In enzymology, a diacylglycerol cholinephosphotransferase () is an enzyme that catalyzes the chemical reaction

CDP-choline + 1,2-diacylglycerol  CMP + a phosphatidylcholine

Thus, the two substrates of this enzyme are CDP-choline and 1,2-diacylglycerol, whereas its two products are CMP and phosphatidylcholine.

Classification 

This enzyme belongs to the family of transferases, specifically those transferring non-standard substituted phosphate groups.

Nomenclature 

The systematic name of this enzyme class is CDP choline:1,2-diacylglycerol cholinephosphotransferase.
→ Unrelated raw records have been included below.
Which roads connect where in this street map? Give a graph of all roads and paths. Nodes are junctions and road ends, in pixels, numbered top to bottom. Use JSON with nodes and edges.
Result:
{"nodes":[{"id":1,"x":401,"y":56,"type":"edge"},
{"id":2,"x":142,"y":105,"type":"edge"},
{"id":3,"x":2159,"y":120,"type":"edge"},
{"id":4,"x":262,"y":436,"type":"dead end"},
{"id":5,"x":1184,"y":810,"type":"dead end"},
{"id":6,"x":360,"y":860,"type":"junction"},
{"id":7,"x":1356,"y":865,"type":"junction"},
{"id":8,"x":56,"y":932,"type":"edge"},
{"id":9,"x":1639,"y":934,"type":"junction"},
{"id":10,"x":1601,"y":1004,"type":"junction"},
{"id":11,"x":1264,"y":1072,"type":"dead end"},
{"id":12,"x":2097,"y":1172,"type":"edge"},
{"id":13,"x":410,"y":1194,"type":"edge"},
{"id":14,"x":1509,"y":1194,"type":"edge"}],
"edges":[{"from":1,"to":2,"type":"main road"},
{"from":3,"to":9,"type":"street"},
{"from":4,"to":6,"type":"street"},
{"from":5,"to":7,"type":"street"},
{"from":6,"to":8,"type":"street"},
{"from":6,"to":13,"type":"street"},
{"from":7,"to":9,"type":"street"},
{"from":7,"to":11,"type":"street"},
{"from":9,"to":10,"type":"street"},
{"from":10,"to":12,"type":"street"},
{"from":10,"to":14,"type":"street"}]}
Other names in common use include:

 1-alkyl-2-acetyl-m-glycerol:CDPcholine choline phosphotransferase,
 1-alkyl-2-acetyl-sn-glycerol cholinephosphotransferase,
 1-alkyl-2-acetylglycerol cholinephosphotransferase,
 alkylacylglycerol choline phosphotransferase,
 alkylacylglycerol cholinephosphotransferase,
 CDP-choline diglyceride phosphotransferase,
 cholinephosphotransferase,
 CPT,
 cytidine diphosphocholine glyceride transferase,
 cytidine diphosphorylcholine diglyceride transferase,
 diacylglycerol choline phosphotransferase,
 phosphocholine diacylglyceroltransferase,
 phosphorylcholine-glyceride transferase, and
 sn-1,2-diacylglycerol cholinephosphotransferase.

Biological role 

This enzyme participates in 3 metabolic pathways: aminophosphonate metabolism, glycerophospholipid metabolism, and ether lipid metabolism.